- Problem requirements: The copy you give must match the records exactly, except that it holds no images.

- Data in this exercise:
- Opening Delimiter -
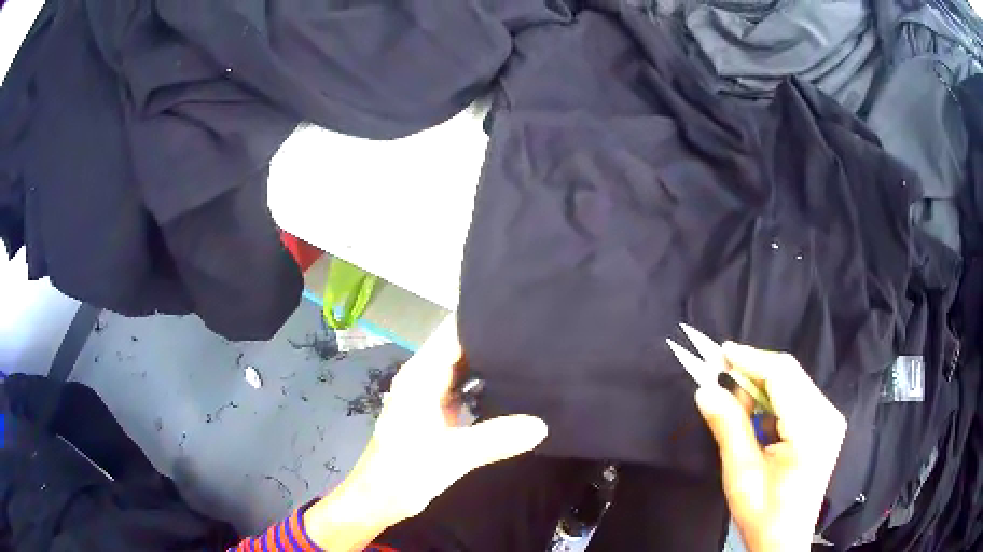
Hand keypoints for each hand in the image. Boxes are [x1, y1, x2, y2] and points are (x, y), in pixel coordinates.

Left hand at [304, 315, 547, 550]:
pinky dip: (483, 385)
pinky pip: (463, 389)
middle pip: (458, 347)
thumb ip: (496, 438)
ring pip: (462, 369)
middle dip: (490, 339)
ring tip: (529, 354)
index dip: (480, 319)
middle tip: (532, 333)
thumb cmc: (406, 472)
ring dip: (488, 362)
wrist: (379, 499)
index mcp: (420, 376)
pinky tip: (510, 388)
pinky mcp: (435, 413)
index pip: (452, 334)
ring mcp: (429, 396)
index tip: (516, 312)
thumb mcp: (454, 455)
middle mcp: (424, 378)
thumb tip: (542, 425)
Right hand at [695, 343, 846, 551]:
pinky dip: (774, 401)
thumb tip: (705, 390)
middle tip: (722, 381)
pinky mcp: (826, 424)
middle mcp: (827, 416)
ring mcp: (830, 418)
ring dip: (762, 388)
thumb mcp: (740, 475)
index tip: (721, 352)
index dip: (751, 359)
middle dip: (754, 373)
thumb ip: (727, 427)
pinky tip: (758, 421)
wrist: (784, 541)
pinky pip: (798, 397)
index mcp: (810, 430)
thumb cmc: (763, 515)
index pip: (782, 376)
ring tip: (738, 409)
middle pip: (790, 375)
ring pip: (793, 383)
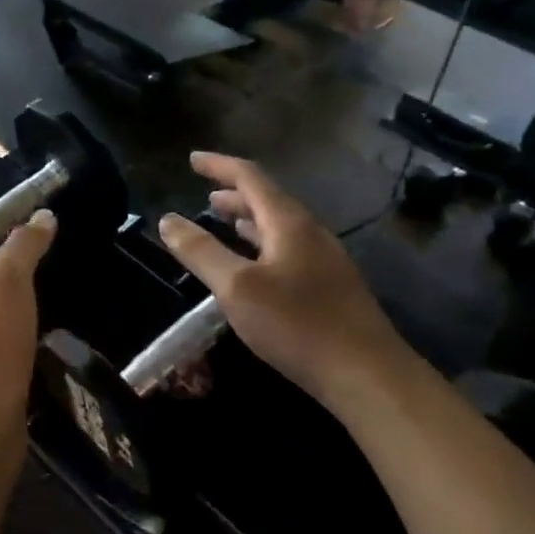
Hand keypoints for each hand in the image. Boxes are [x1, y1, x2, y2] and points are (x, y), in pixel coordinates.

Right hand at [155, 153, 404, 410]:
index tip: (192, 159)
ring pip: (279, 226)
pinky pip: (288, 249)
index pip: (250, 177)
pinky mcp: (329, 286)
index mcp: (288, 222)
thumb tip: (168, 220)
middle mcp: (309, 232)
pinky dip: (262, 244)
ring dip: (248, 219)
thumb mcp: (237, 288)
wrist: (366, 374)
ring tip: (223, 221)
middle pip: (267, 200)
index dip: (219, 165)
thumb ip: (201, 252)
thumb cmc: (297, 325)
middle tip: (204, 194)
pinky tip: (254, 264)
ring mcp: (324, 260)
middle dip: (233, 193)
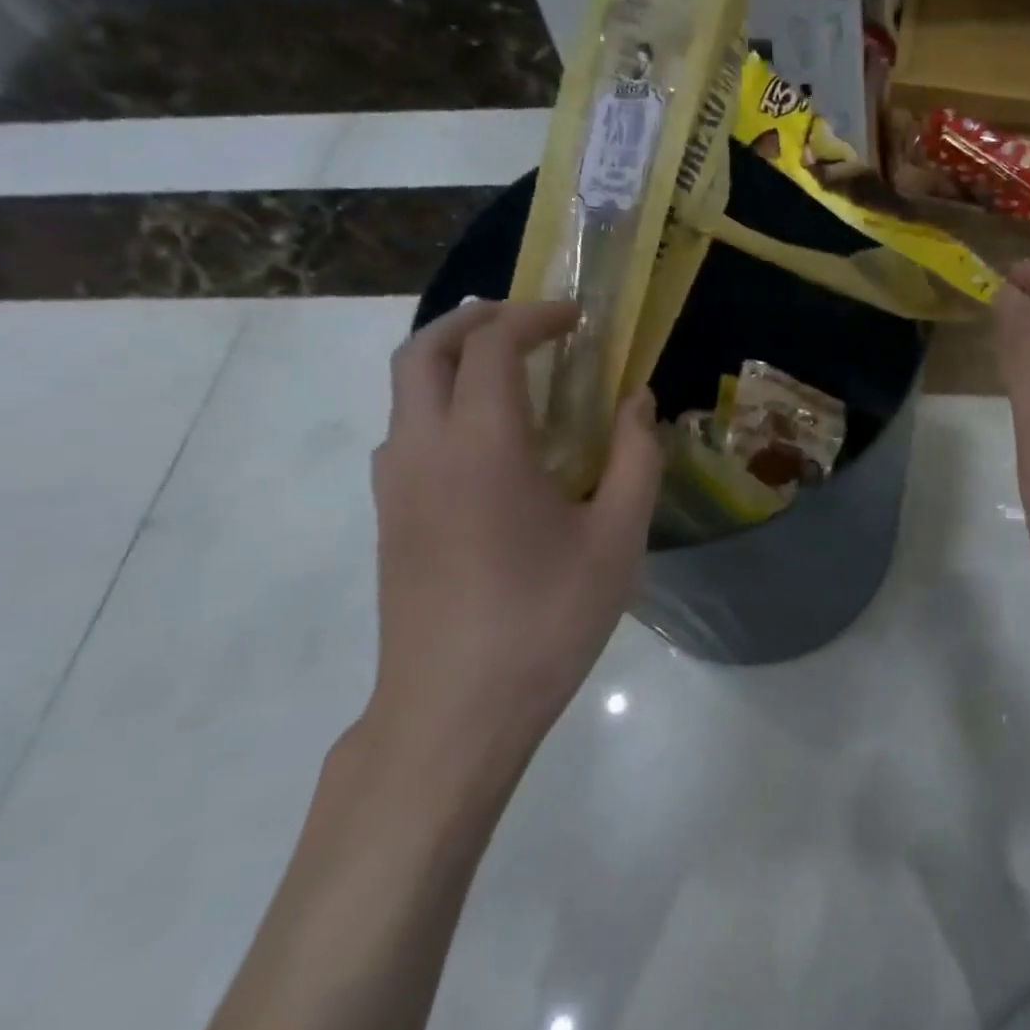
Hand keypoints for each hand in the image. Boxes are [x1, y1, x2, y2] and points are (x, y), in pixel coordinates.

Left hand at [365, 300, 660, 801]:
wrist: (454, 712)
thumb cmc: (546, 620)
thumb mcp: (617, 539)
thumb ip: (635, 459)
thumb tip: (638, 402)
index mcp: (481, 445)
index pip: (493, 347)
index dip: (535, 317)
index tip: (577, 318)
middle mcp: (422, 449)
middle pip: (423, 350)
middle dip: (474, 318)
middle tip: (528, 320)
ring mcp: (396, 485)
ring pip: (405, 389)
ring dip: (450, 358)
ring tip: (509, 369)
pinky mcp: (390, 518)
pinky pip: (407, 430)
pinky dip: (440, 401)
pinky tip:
- Closing Delimiter -
- Result of the exercise:
Hand keypoints for each hand in the image. Boxes are [x1, y1, x2, y2] and points are (x, y), in pixel coordinates.

Left hand at [304, 315, 547, 550]:
pinky dip: (483, 385)
pinky pip: (463, 389)
middle pip: (458, 347)
thumb ip: (496, 438)
ring pip: (462, 369)
middle dip: (490, 339)
ring tip: (529, 354)
index dip: (480, 319)
middle tip: (532, 333)
thumb cmc: (406, 472)
ring dip: (488, 362)
wrist: (379, 499)
index mcp: (420, 376)
pinky tip: (510, 388)
pinky mcp: (435, 413)
index pip: (452, 334)
ring mcp: (429, 396)
index tip: (516, 312)
thumb mcp: (454, 455)
middle mcp: (424, 378)
thumb tip: (542, 425)
Right hand at [695, 343, 846, 551]:
pinky dip: (774, 401)
thumb tip: (705, 390)
middle tip: (722, 381)
pinky mcp: (826, 424)
middle mcp: (827, 416)
ring mcp: (830, 418)
ring dip: (762, 388)
thumb mcp: (740, 475)
index tip: (721, 352)
index dip: (751, 359)
middle dip: (754, 373)
thumb ip: (727, 427)
pinky tip: (758, 421)
wrist: (784, 541)
pinky pip: (798, 397)
index mcp: (810, 430)
thumb cmc: (763, 515)
index pip: (782, 376)
ring tip: (738, 409)
middle pip: (790, 375)
ring pip: (793, 383)
Hand keypoints for each hand in the image. Boxes are [x1, y1, x2, y2] and points are (x, y), in pixel coordinates.

Right hand at [155, 153, 404, 410]:
index tip: (192, 159)
ring pip: (279, 226)
pinky pip: (288, 249)
index pip: (250, 177)
pinky mcp: (329, 286)
index mcp: (288, 222)
thumb tip: (168, 220)
middle mcp: (309, 232)
pinky dip: (262, 244)
ring dip: (248, 219)
thumb mcp: (237, 288)
wrist: (366, 374)
ring tip: (223, 221)
middle pip: (267, 200)
index dip: (219, 165)
thumb ip: (201, 252)
thumb cmc: (297, 325)
middle tip: (204, 194)
pinky tip: (254, 264)
ring mcp: (324, 260)
middle dip: (233, 193)
Hand keypoints for each hand in the image. Boxes are [x1, y1, x2, y2] and points are (x, y), in pixel coordinates.

Left hand at [365, 300, 660, 801]:
wrist: (454, 712)
thumb cmc: (546, 620)
thumb mcp: (617, 539)
thumb ip: (635, 459)
thumb tip: (638, 402)
index mcp: (481, 445)
index pip: (493, 347)
index dip: (535, 317)
index tip: (577, 318)
middle mcp: (422, 449)
middle pip: (423, 350)
middle dip: (474, 318)
middle tip: (528, 320)
ring mcp: (396, 485)
ring pip: (405, 389)
ring dip: (450, 358)
ring tip: (509, 369)
pinky mcp: (390, 518)
pinky pip: (407, 430)
pinky dip: (440, 401)
pinky tip:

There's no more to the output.